• [Exercise aim]:
Repeat the following data exactly, omitting pictures.

[[ The data, beginning ]]

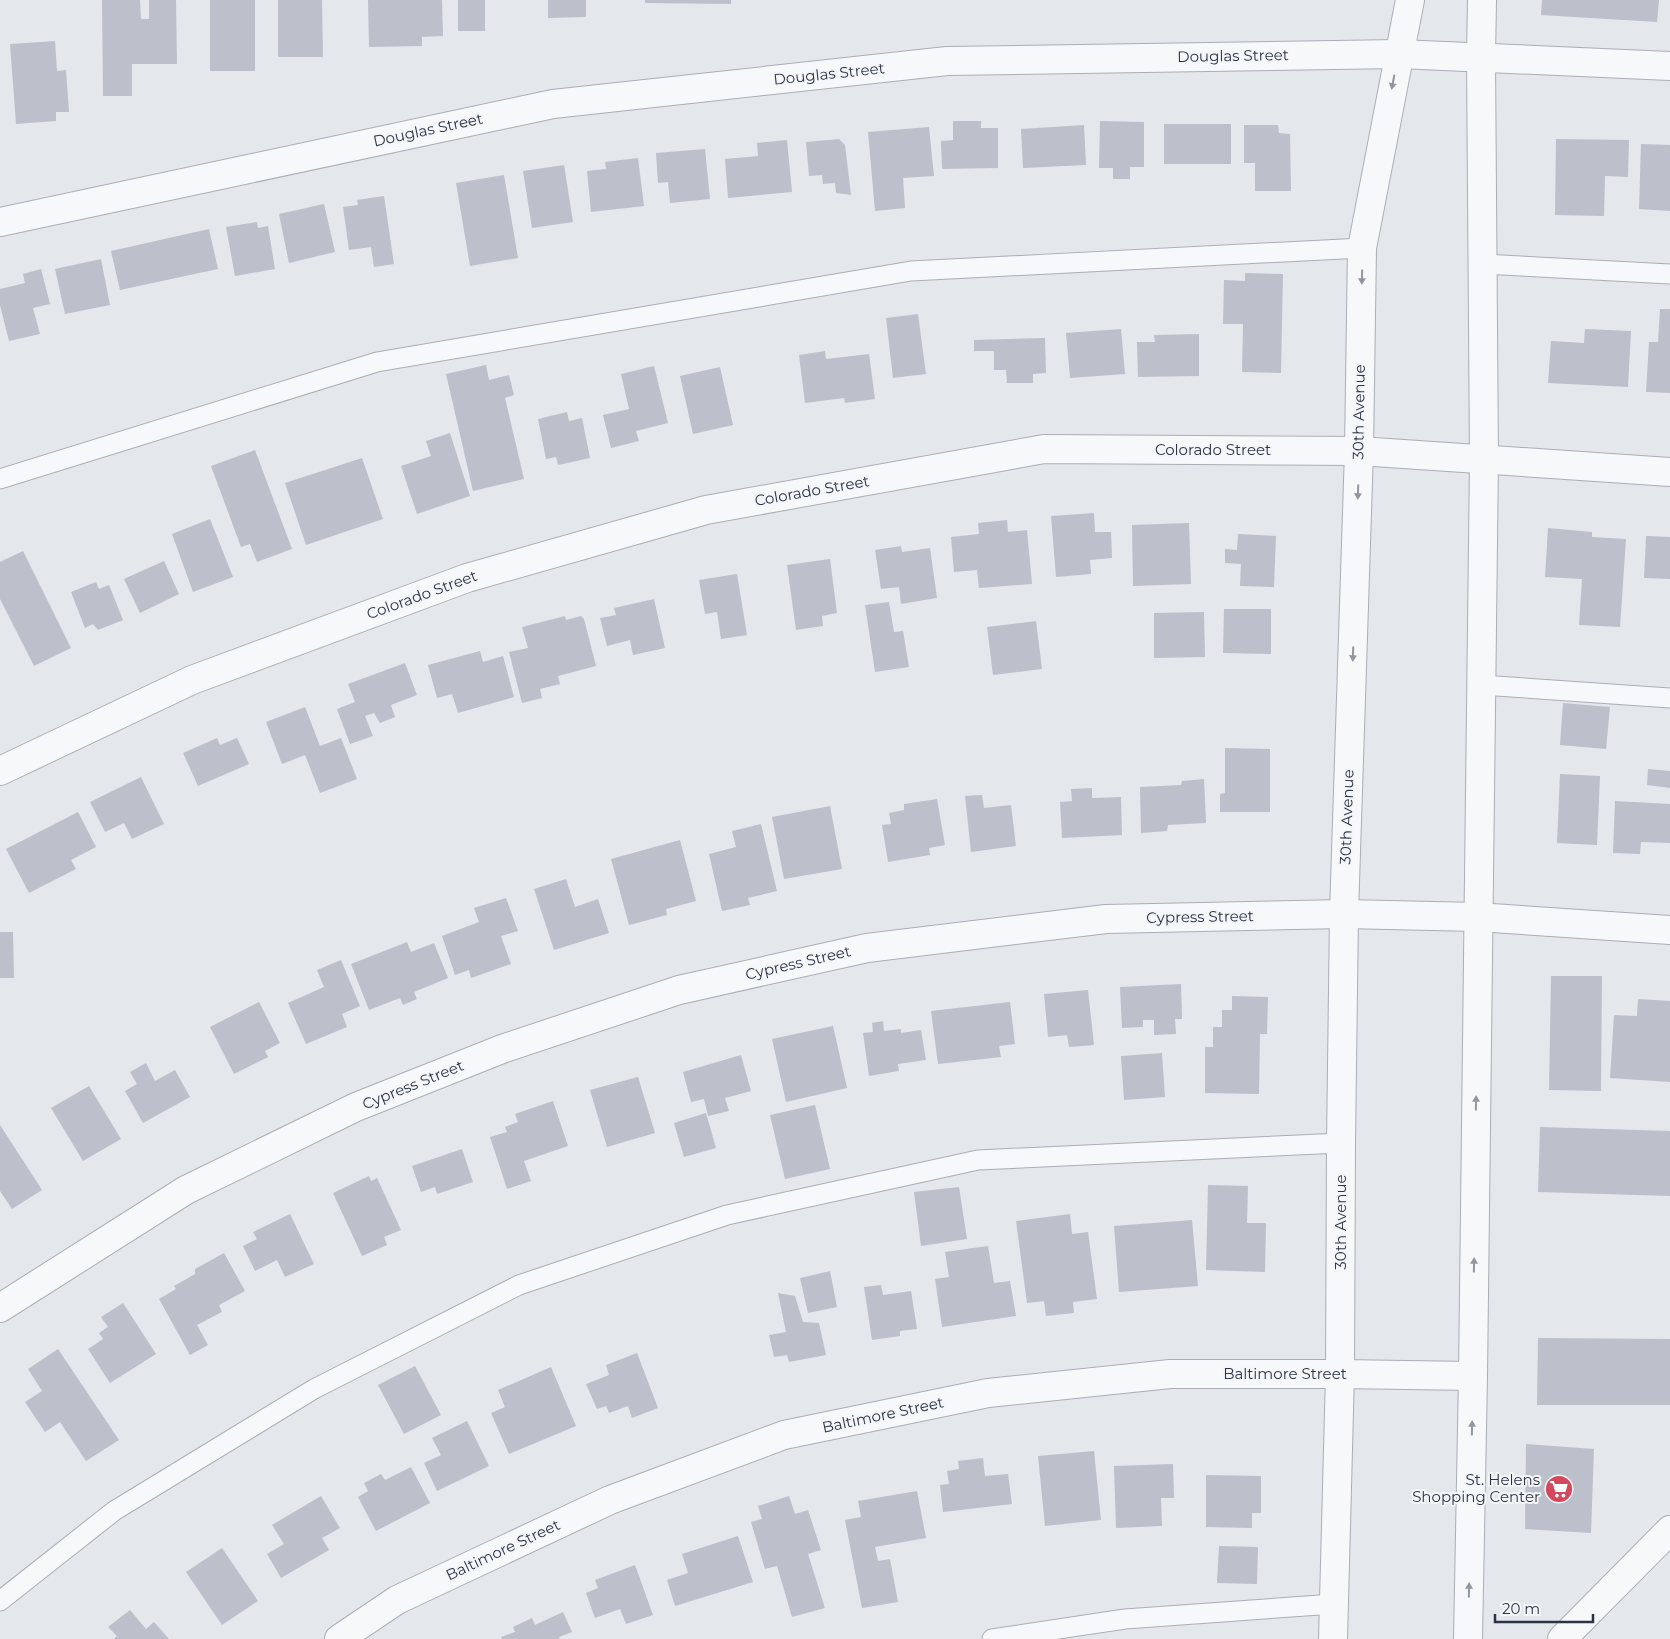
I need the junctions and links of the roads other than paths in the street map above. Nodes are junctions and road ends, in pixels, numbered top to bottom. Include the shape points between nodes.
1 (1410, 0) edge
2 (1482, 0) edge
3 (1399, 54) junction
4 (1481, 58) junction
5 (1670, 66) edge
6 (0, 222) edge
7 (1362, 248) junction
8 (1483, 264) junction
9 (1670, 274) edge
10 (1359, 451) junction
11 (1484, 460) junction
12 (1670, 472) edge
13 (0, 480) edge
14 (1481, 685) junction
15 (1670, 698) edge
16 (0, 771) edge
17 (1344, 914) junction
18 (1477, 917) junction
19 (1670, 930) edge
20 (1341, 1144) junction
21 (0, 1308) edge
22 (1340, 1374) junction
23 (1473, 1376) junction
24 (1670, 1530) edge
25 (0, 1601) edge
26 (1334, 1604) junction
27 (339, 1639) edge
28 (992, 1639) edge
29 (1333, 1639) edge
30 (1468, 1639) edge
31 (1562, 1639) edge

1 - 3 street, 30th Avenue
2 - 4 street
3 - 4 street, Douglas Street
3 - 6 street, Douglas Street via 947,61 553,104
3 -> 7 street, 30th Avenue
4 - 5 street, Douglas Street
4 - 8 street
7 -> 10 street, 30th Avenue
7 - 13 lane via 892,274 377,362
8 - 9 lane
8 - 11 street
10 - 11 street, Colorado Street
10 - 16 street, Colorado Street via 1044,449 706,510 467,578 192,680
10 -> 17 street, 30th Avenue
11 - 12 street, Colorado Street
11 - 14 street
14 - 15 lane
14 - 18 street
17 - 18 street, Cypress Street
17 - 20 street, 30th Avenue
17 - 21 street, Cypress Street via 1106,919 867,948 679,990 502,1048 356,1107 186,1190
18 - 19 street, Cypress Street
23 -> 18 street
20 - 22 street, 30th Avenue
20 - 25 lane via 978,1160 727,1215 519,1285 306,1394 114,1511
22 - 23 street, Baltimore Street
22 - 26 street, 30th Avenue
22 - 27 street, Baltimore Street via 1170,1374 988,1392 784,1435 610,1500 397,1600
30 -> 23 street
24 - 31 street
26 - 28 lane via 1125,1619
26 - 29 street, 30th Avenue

[[ The data, end ]]

• [Solution for this exercise]:
I need the junctions and links of the roads other than paths in the street map above. Nodes are junctions and road ends, in pixels, numbered top to bottom. Include the shape points between nodes.
1 (1410, 0) edge
2 (1482, 0) edge
3 (1399, 54) junction
4 (1481, 58) junction
5 (1670, 66) edge
6 (0, 222) edge
7 (1362, 248) junction
8 (1483, 264) junction
9 (1670, 274) edge
10 (1359, 451) junction
11 (1484, 460) junction
12 (1670, 472) edge
13 (0, 480) edge
14 (1481, 685) junction
15 (1670, 698) edge
16 (0, 771) edge
17 (1344, 914) junction
18 (1477, 917) junction
19 (1670, 930) edge
20 (1341, 1144) junction
21 (0, 1308) edge
22 (1340, 1374) junction
23 (1473, 1376) junction
24 (1670, 1530) edge
25 (0, 1601) edge
26 (1334, 1604) junction
27 (339, 1639) edge
28 (992, 1639) edge
29 (1333, 1639) edge
30 (1468, 1639) edge
31 (1562, 1639) edge

1 - 3 street, 30th Avenue
2 - 4 street
3 - 4 street, Douglas Street
3 - 6 street, Douglas Street via 947,61 553,104
3 -> 7 street, 30th Avenue
4 - 5 street, Douglas Street
4 - 8 street
7 -> 10 street, 30th Avenue
7 - 13 lane via 892,274 377,362
8 - 9 lane
8 - 11 street
10 - 11 street, Colorado Street
10 - 16 street, Colorado Street via 1044,449 706,510 467,578 192,680
10 -> 17 street, 30th Avenue
11 - 12 street, Colorado Street
11 - 14 street
14 - 15 lane
14 - 18 street
17 - 18 street, Cypress Street
17 - 20 street, 30th Avenue
17 - 21 street, Cypress Street via 1106,919 867,948 679,990 502,1048 356,1107 186,1190
18 - 19 street, Cypress Street
23 -> 18 street
20 - 22 street, 30th Avenue
20 - 25 lane via 978,1160 727,1215 519,1285 306,1394 114,1511
22 - 23 street, Baltimore Street
22 - 26 street, 30th Avenue
22 - 27 street, Baltimore Street via 1170,1374 988,1392 784,1435 610,1500 397,1600
30 -> 23 street
24 - 31 street
26 - 28 lane via 1125,1619
26 - 29 street, 30th Avenue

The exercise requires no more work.